To me, that picture (illustrated by an artist named Susan Hood, as I later found out) just managed to sum up the nature of Science Fiction to me.  Come to think of it, it probably still does.  What I like about it is that the picture was done by someone who knows there's nothing simple about the genre, not as it stands after the passage of so much history.  That's because of the way history keeps catching up with Sci-Fi.  There is a sense in which it is always out of date, because it deals more in myths, rather than any single scientific fact.  I'm guilty for the sin of trying to pin a label on things, here.  Of trying to to give the category a frame which might take the wind out of its sails.  This is the kind of dirty little secret that's guaranteed to tick off anyone who still hopes for the paradigm where the genre is always trying to stay one step ahead of the technological curve.  This was the ideal that the initial premise of the genre seems to have been based on, and popularized by the likes of John W. Campbell.  For the longest time, you had editors of old pulp magazines proclaiming that what they were publishing amounted to stories about "the World of Tomorrow", in bright, bold letters of glowing neon.

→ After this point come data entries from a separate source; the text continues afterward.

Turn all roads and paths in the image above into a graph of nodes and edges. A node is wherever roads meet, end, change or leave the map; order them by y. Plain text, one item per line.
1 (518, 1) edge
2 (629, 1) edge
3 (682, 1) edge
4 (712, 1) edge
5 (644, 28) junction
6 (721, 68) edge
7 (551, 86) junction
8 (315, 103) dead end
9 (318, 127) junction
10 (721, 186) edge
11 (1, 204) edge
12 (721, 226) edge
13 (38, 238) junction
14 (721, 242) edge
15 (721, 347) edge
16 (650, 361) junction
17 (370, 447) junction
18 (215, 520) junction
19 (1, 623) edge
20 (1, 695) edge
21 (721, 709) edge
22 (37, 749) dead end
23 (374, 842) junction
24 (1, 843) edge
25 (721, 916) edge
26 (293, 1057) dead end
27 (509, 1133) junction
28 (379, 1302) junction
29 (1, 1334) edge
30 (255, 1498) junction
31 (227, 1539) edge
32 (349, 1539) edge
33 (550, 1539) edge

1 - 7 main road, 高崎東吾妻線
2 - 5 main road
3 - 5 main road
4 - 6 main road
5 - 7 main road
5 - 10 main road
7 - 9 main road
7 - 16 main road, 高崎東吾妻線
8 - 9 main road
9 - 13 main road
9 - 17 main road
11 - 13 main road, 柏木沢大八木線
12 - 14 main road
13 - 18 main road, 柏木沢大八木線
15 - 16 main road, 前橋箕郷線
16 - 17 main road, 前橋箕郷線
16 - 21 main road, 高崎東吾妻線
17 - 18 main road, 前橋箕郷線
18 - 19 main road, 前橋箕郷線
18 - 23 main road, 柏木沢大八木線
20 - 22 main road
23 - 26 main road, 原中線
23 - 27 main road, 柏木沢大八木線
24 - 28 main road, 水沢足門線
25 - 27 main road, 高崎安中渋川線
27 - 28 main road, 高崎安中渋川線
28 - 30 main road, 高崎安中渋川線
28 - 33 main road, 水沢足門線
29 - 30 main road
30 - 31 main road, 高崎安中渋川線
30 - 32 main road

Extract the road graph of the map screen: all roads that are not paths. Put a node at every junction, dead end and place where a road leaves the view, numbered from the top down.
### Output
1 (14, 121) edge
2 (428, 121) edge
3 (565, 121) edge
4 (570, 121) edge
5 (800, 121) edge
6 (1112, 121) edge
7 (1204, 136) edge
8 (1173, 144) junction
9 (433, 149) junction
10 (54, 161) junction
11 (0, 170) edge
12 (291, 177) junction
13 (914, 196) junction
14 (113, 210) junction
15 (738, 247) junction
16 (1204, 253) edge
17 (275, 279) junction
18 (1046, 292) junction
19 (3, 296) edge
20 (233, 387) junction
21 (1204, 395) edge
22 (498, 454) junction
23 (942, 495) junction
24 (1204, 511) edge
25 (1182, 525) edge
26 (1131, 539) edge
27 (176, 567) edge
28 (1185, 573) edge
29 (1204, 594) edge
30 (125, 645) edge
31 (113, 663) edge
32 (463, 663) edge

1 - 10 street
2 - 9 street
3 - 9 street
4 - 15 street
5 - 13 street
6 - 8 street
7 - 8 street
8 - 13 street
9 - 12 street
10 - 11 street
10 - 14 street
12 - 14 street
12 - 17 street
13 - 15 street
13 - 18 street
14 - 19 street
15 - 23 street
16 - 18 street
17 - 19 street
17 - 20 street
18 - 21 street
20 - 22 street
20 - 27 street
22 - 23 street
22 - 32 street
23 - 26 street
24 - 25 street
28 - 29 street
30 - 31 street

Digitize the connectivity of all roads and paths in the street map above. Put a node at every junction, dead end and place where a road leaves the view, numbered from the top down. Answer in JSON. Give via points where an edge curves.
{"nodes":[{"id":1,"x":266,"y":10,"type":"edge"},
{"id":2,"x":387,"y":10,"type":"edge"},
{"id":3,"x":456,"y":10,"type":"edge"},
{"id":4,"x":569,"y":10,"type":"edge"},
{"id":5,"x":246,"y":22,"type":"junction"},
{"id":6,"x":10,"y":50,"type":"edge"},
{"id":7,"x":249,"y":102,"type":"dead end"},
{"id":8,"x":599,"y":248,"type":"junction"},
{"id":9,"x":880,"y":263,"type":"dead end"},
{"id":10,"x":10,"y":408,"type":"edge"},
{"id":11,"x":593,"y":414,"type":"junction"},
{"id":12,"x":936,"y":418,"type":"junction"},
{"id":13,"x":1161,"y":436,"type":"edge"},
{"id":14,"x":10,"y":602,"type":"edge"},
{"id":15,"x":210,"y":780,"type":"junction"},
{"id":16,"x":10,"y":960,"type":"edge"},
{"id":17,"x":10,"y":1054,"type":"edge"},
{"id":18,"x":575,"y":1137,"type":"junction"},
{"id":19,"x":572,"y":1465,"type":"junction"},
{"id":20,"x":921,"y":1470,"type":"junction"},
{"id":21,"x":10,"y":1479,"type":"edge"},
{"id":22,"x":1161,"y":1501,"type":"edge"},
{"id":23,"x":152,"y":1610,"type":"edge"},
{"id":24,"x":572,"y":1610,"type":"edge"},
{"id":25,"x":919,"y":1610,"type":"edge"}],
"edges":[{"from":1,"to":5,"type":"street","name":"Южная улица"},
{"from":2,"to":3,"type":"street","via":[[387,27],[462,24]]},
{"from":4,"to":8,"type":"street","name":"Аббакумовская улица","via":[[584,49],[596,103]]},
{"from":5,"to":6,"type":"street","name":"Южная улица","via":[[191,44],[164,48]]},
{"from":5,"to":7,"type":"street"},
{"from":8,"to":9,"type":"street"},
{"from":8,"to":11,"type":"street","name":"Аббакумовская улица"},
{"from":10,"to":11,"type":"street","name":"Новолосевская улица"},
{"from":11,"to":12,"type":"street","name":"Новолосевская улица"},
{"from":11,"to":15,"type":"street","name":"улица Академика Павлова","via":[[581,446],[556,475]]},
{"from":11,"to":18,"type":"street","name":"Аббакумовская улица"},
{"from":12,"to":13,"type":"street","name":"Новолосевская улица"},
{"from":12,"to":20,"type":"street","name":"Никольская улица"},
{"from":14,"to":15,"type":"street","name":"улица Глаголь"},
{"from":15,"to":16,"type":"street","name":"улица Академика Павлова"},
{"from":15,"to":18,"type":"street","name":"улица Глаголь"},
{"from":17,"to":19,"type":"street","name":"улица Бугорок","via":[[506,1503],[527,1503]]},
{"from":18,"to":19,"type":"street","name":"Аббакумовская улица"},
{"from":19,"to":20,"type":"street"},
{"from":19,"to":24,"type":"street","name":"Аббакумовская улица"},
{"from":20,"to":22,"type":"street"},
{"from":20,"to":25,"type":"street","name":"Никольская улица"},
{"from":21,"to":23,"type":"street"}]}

The trouble is that sooner or later the future is always going to catch up with such proclamations, and, yeah, let's just say what's interesting about the way the future was is not so much how it all seems quaint in its plethora of outdated qualities, but rather this lingering sense of naivete about the capabilities of technology, which not even the most persistent of human efforts will likely ever be able to achieve.  In that sense, any remaining zeal for such concepts is probably more of a dinosaur than the old magazine issues in which they originally appeared.  The funny thing is how none of this really seems to bother the silent, yet ever growing number of fans who are willing to flock to these old fancies, now captured forever on yellowing leafs of cheap paper that have still miraculously outlasted all the artists who helped bring it together.  There is a possible sense of glory somewhere in all that.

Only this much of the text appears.